How does scale_pos_weight affect probabilities?

i am using scale pos weight on an imbalanced dataset. I am trying to optimize the brier score since obtaining well calibrated probabilites is important to me. however i find that wuthout using calibration (e.g. isotonic) my uncalibrated calibration curve is not very well calibrated. i have read online that adding scale_pos_weight could be distorting my results… but why is this? what is the mathematical basis.

also when i plot the kde of my isotonic probabilities, it is not smooth… what could i be doing wrong?

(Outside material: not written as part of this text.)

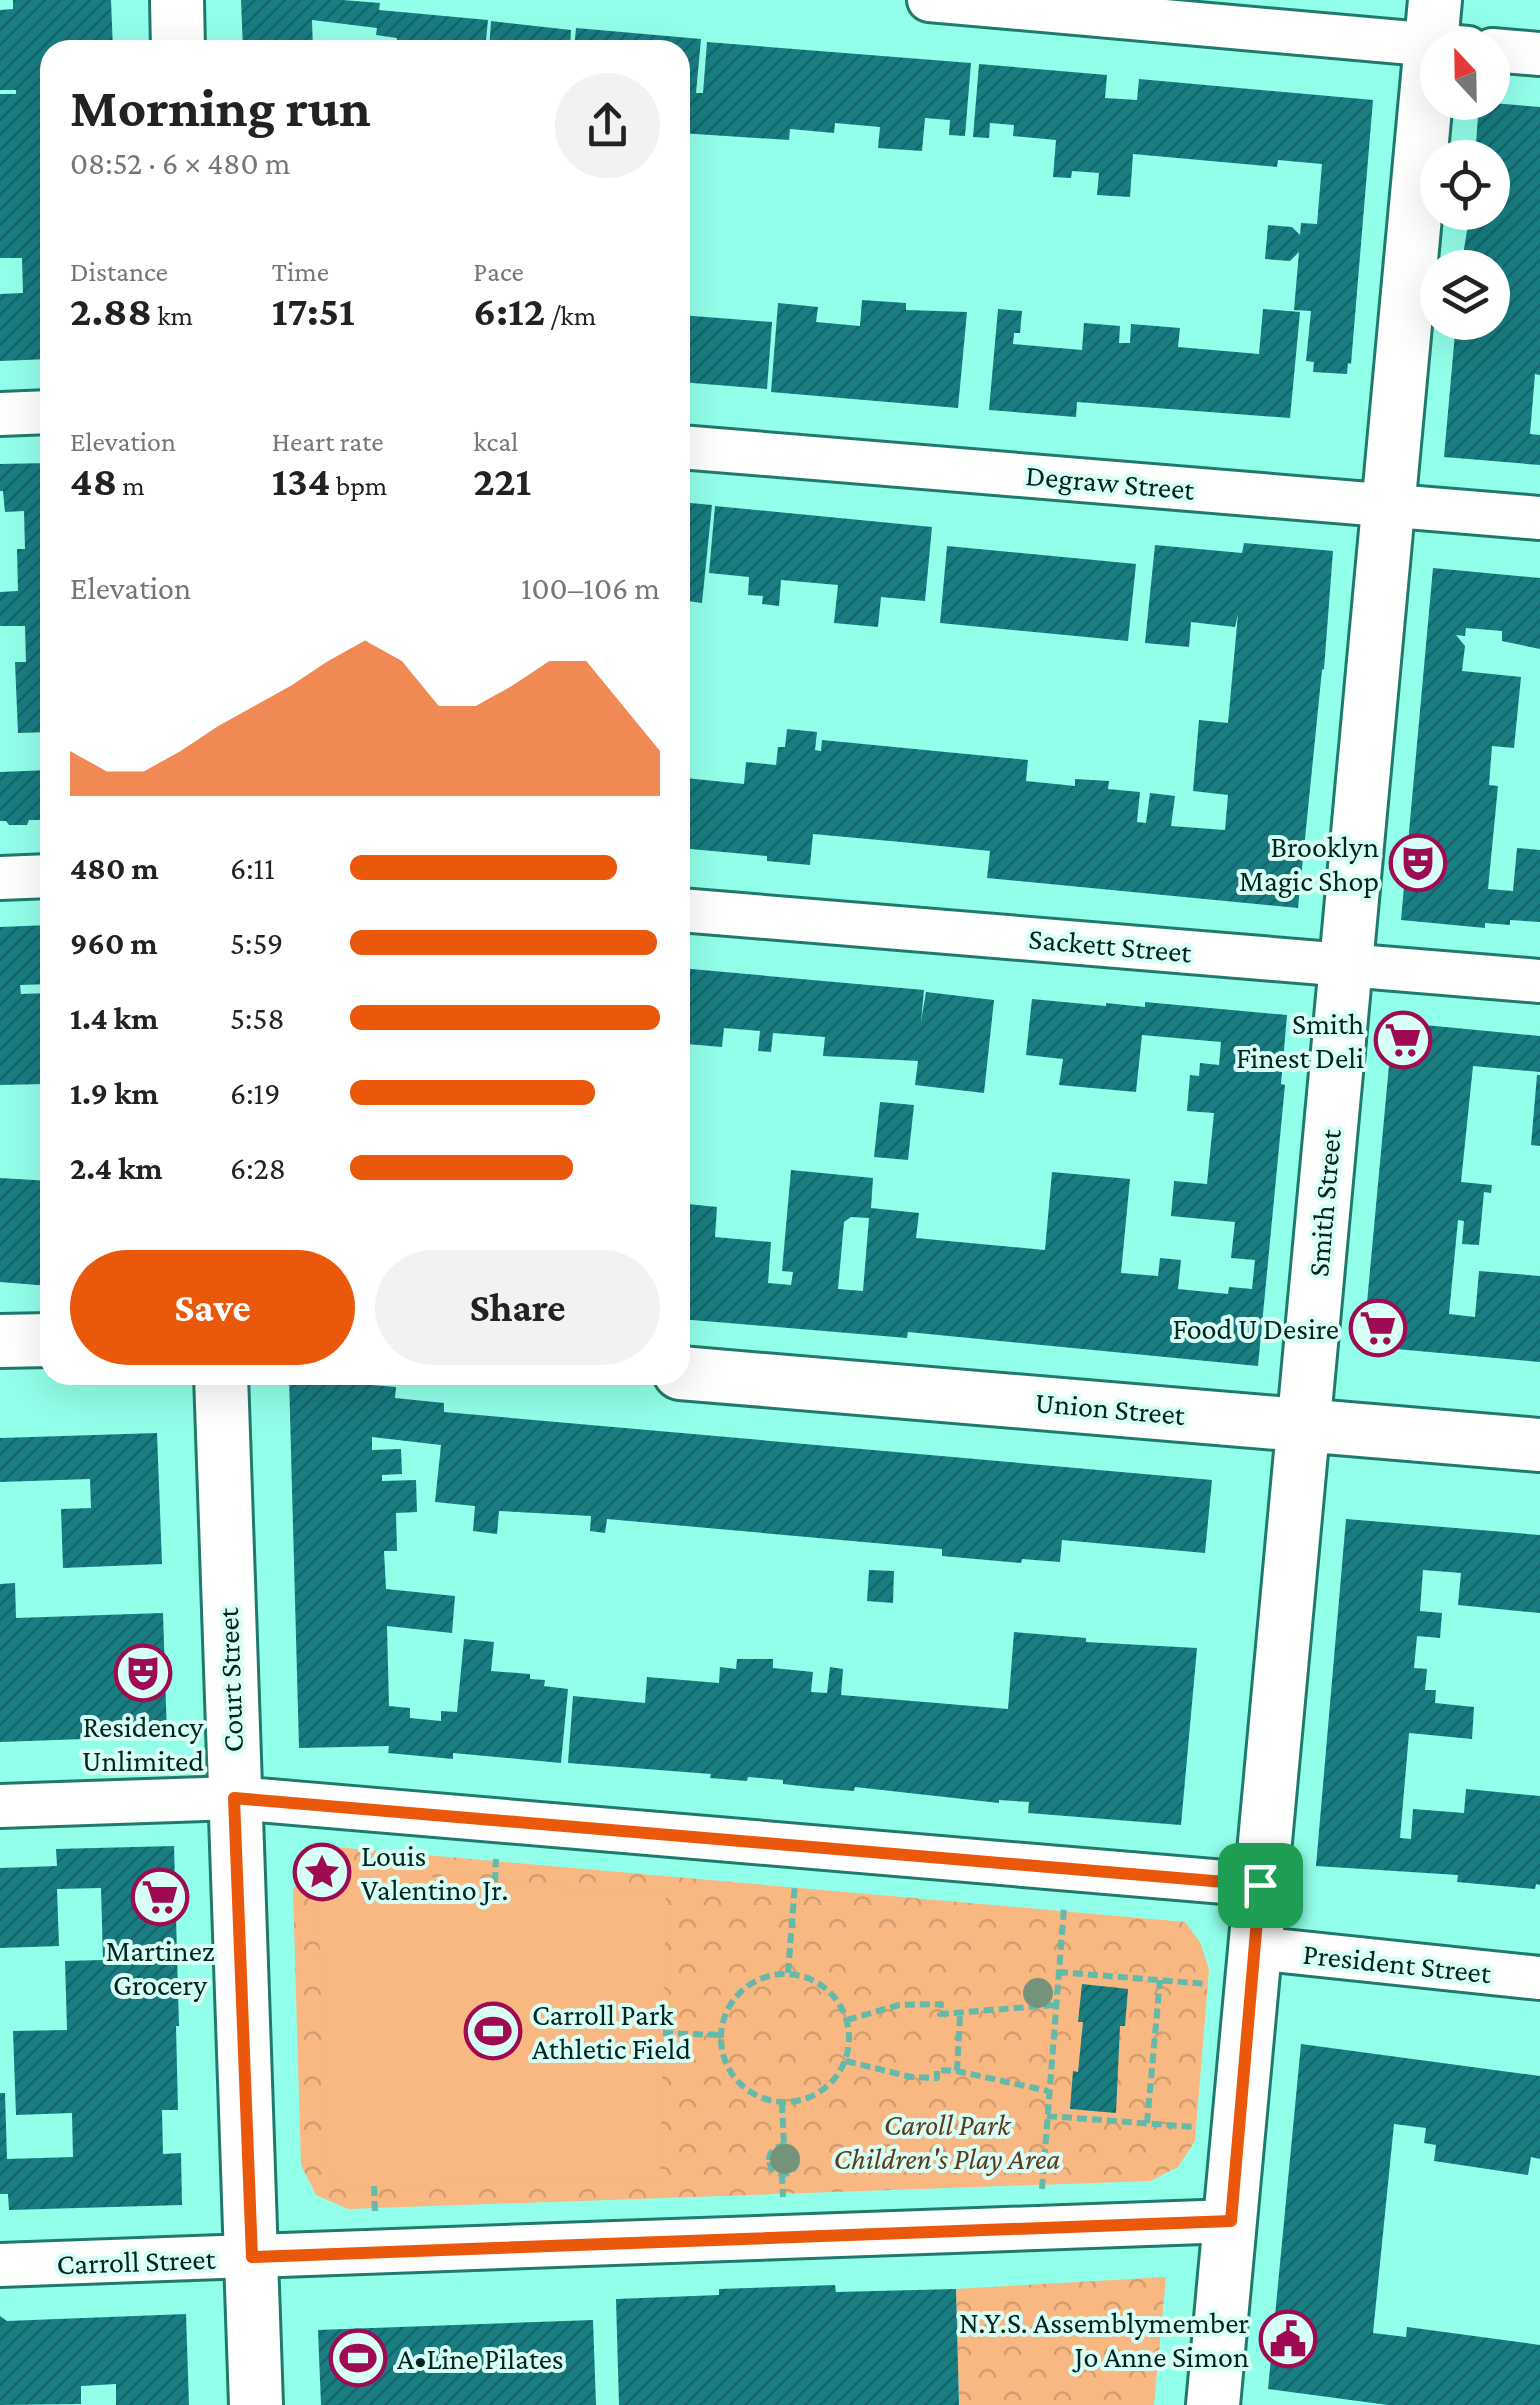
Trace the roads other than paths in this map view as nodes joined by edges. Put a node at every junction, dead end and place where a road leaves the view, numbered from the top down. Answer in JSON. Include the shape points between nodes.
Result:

Setting scale_pos_weight gives greater weight to the positive class, which roughly has the same effect as oversampling the data points with the positive class. Try disabling scale_pos_weight and see if it gives you better calibrated results.

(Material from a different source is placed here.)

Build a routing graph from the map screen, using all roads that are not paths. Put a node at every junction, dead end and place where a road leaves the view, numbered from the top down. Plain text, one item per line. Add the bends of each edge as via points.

yes i disabled it and now my xgboost curve is more or less towards the reliability diagonal curve as you can see below. However i have an imbalanced problem where i only have 2% positive class therefore i thought using scale pos weight would be beneficial yet it is very important that i have well calibrated results. Wouldn’t disabling scale pos weight then not reflect the fact i have an imbalanced problem?

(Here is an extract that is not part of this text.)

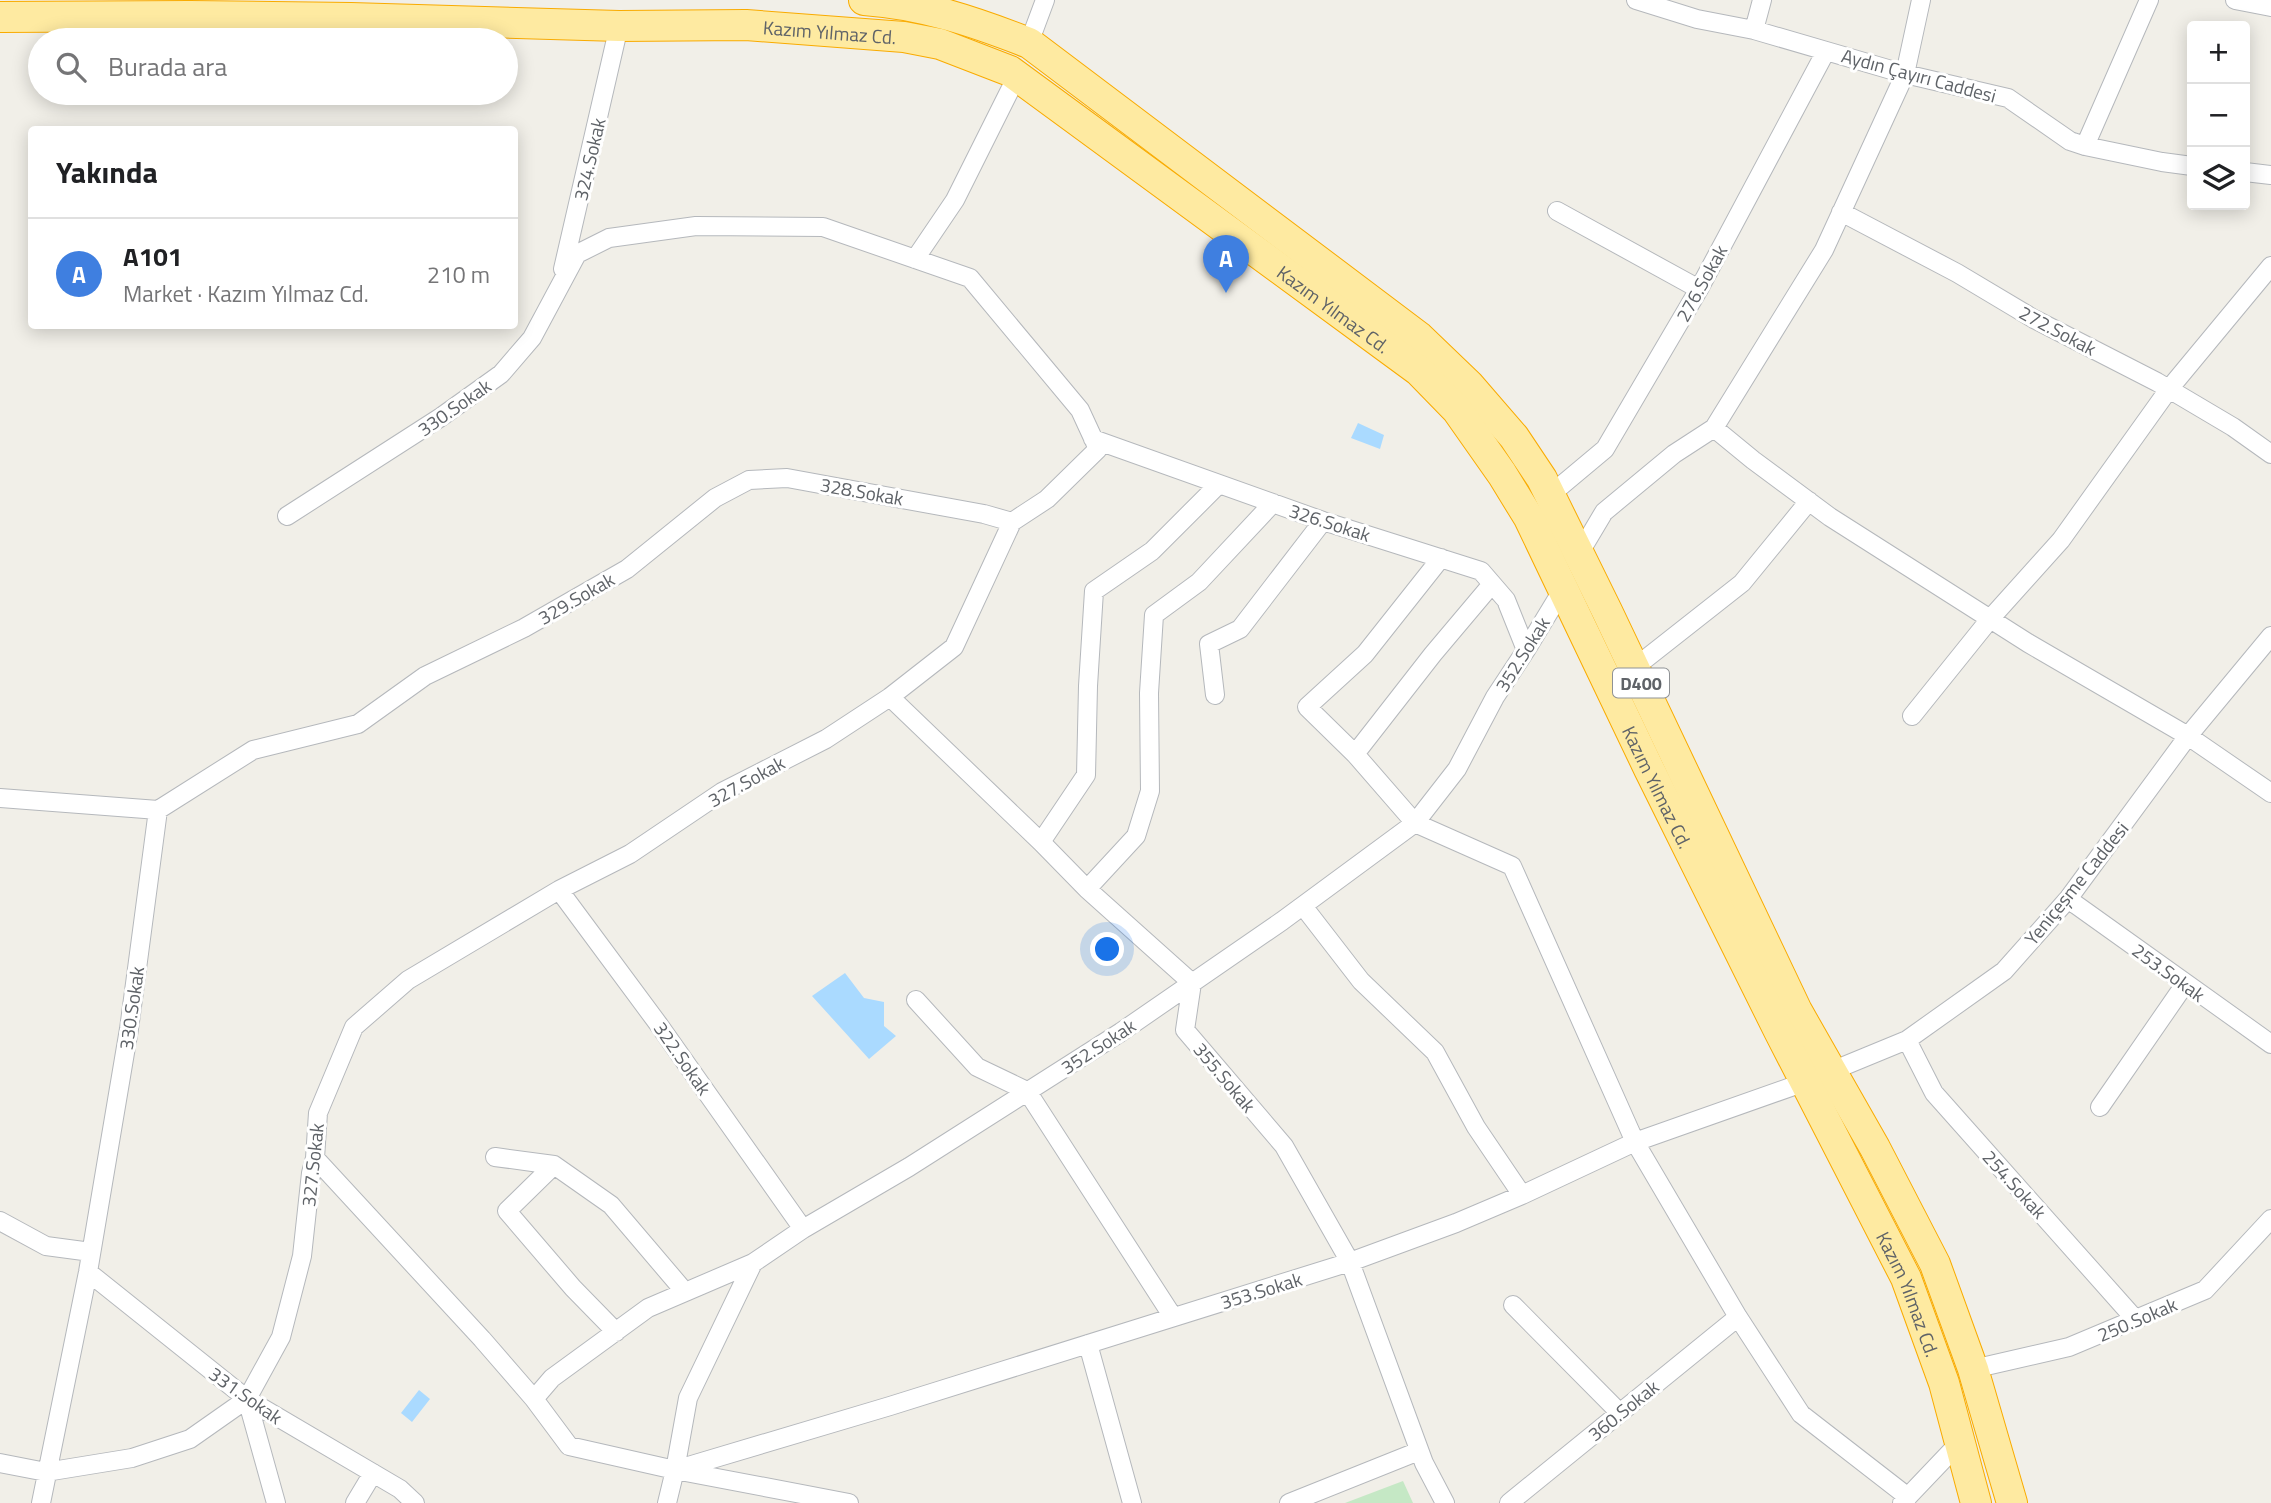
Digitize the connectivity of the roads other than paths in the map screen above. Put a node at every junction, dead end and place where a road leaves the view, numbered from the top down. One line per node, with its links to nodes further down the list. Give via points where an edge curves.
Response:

Screenshot 2020-09-01 at 9.17.03 AM

does increasing scale pos weight mean it increases the affect it has on the weights vector? therefore when we use the logit transform equation to calcaulte the probability a higher weight will decrease the probability…?

A possible alternative in handling the imbalanced problem is to use a suitable metric together with a hyperparameter search. If your metric is robust with highly imbalanced problems (e.g. AUCPR), the hyperparameter search would choose the model that adequately accounts for the minority class. (After all, the risk in the imbalanced problem is that you’d ignore the minority class. For example, with the accuracy metric, you could predict the negative class always and obtain 98% accuracy.) You should even consider building a custom metric yourself that gives higher weight to the fit with the minority class.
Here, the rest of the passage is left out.